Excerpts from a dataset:
***
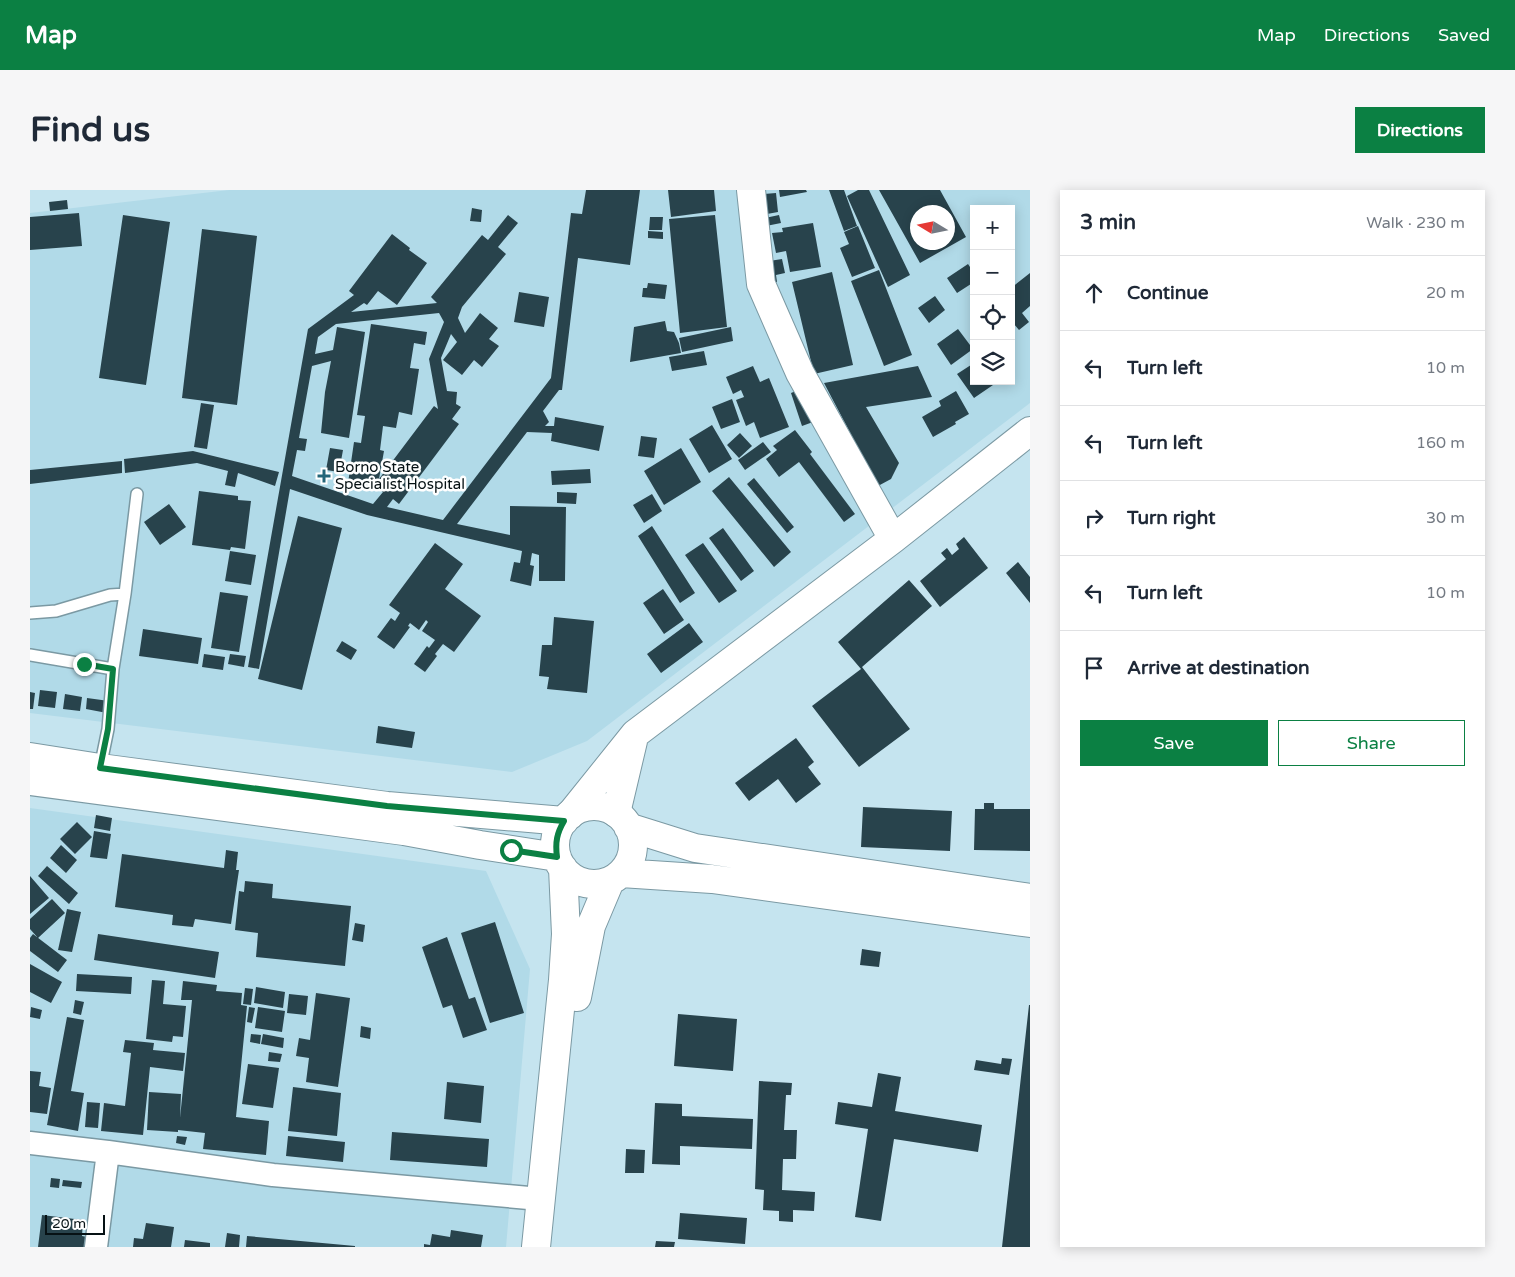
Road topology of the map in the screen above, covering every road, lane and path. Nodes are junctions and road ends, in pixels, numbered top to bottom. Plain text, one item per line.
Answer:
1 (751, 190) edge
2 (1030, 431) edge
3 (137, 494) dead end
4 (893, 539) junction
5 (125, 594) junction
6 (30, 614) edge
7 (30, 655) edge
8 (113, 669) junction
9 (634, 734) junction
10 (30, 757) edge
11 (100, 768) junction
12 (33, 785) edge
13 (567, 818) junction
14 (622, 820) junction
15 (560, 863) junction
16 (616, 877) junction
17 (1030, 898) edge
18 (1030, 923) edge
19 (30, 1143) edge
20 (108, 1152) junction
21 (540, 1200) junction
22 (96, 1247) edge
23 (536, 1247) edge
24 (551, 1247) edge

1 - 4 main road
2 - 4 main road
3 - 5 lane
4 - 9 main road
5 - 6 lane
5 - 8 lane
7 - 8 lane
8 - 11 lane
9 - 13 main road
9 - 14 main road
10 - 11 main road
11 - 13 main road
12 - 15 main road
13 - 14 main road
13 - 15 main road
14 - 16 main road
14 - 17 main road
15 - 16 main road
15 - 21 main road
16 - 18 main road
16 - 24 main road
19 - 20 street
20 - 21 street
20 - 22 street
21 - 23 main road

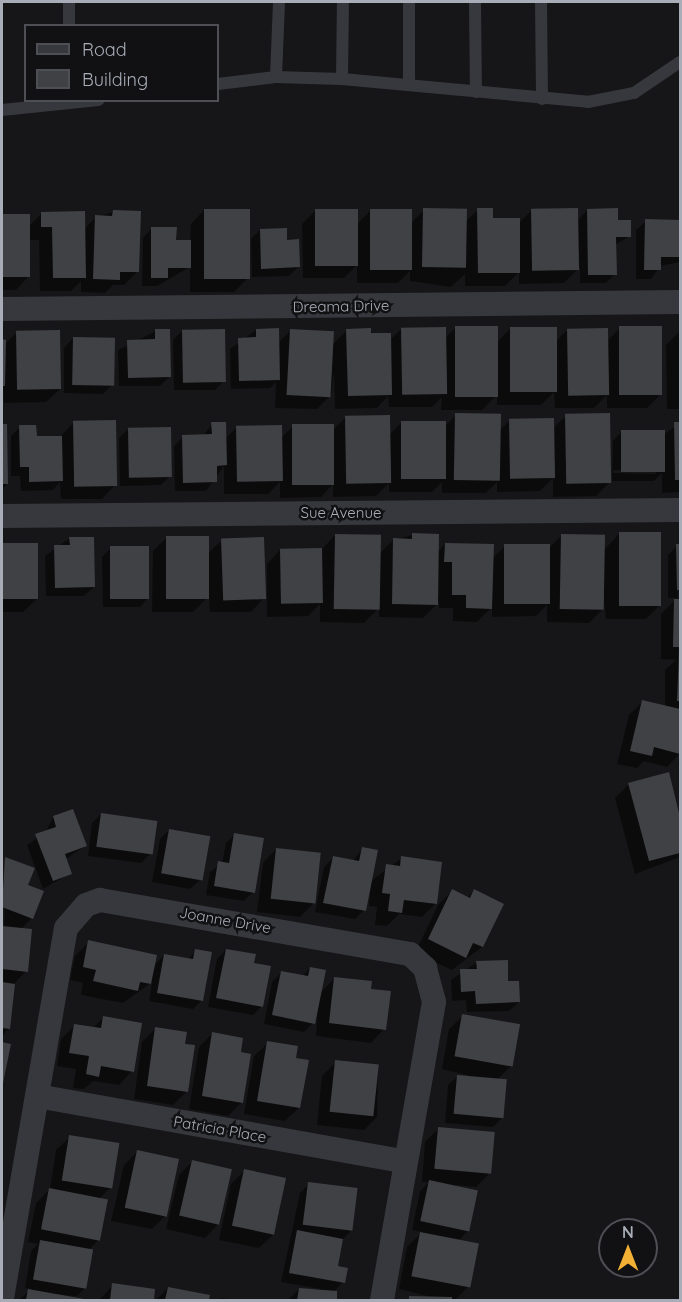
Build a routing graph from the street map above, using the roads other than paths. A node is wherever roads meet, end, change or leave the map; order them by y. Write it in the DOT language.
graph roads {
  1 [pos="69,2"];
  2 [pos="279,2"];
  3 [pos="343,2"];
  4 [pos="409,2"];
  5 [pos="475,2"];
  6 [pos="541,2"];
  7 [pos="69,24"];
  8 [pos="681,62"];
  9 [pos="276,77"];
  10 [pos="342,79"];
  11 [pos="219,84"];
  12 [pos="409,85"];
  13 [pos="476,92"];
  14 [pos="542,99"];
  15 [pos="69,103"];
  16 [pos="2,110"];
  17 [pos="681,302"];
  18 [pos="2,309"];
  19 [pos="681,510"];
  20 [pos="2,516"];
  21 [pos="37,1096"];
  22 [pos="403,1161"];
  23 [pos="2,1298"];
  24 [pos="382,1300"];
  1 -- 7 [label="lane"];
  2 -- 9 [label="lane"];
  3 -- 10 [label="lane"];
  4 -- 12 [label="lane"];
  5 -- 13 [label="lane"];
  6 -- 14 [label="lane"];
  8 -- 14 [label="lane"];
  9 -- 10 [label="lane"];
  9 -- 11 [label="lane"];
  10 -- 12 [label="lane"];
  12 -- 13 [label="lane"];
  13 -- 14 [label="lane"];
  15 -- 16 [label="lane"];
  17 -- 18 [label="street, Dreama Drive"];
  19 -- 20 [label="street, Sue Avenue"];
  21 -- 22 [label="street, Patricia Place"];
  21 -- 22 [label="street, Joanne Drive"];
  21 -- 23 [label="street, Joanne Drive"];
  22 -- 24 [label="street, Joanne Drive"];
}
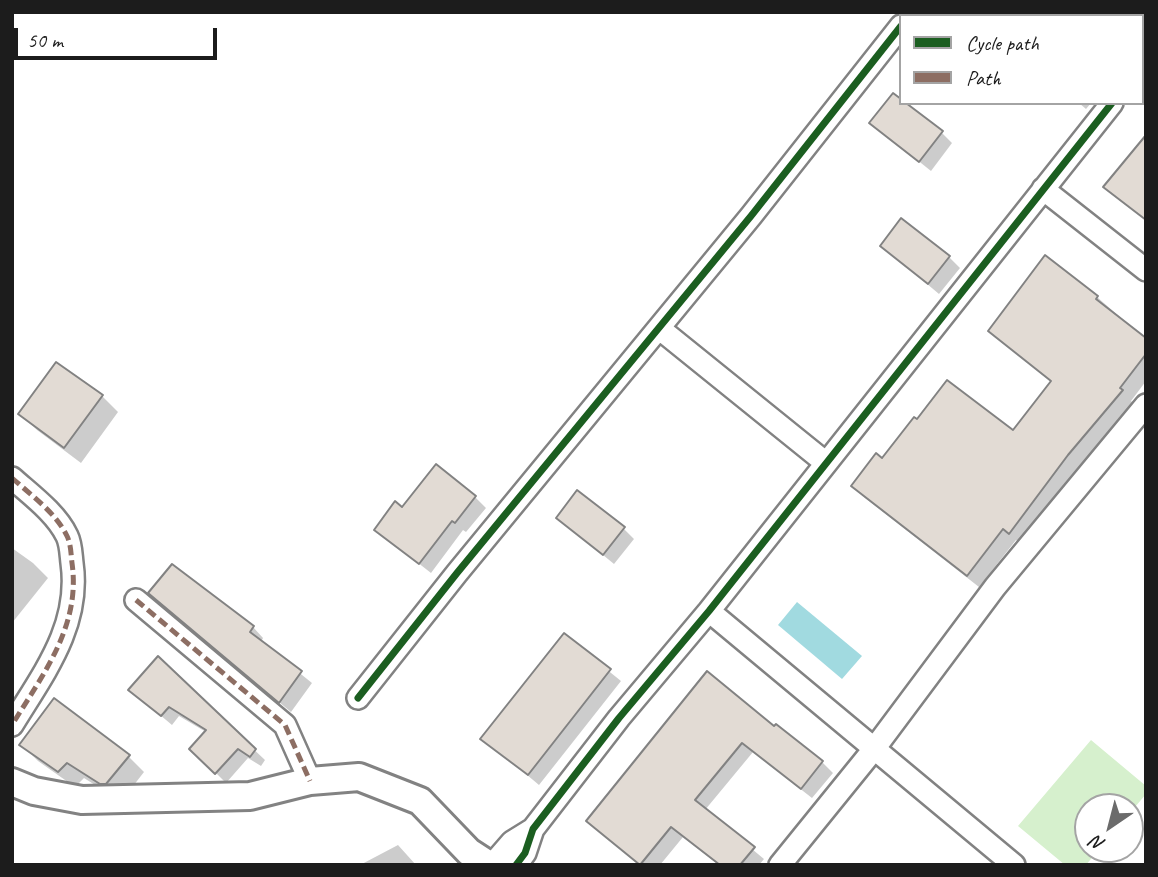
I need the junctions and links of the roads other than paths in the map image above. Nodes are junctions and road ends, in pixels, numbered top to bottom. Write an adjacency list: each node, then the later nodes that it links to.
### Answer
1 (899, 29): 5 (street)
2 (1110, 105): 3 (street)
3 (1043, 189): 4 (street); 7 (street)
4 (1146, 270)
5 (660, 329): 7 (street); 11 (street)
6 (1146, 405): 13 (street)
7 (826, 463): 10 (street)
8 (12, 478): 12 (street)
9 (136, 600): 14 (street)
10 (709, 611): 13 (street); 16 (street)
11 (358, 698)
12 (12, 724)
13 (874, 748): 19 (street); 20 (street)
14 (310, 781): 15 (street); 17 (street)
15 (12, 782)
16 (533, 829): 17 (street); 18 (street)
17 (490, 865)
18 (516, 865)
19 (780, 865)
20 (1014, 865)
***
Requirement - What is the number of lines in the data above that include the word "junctions"? Answer with that number only.

Output for this exercise - 2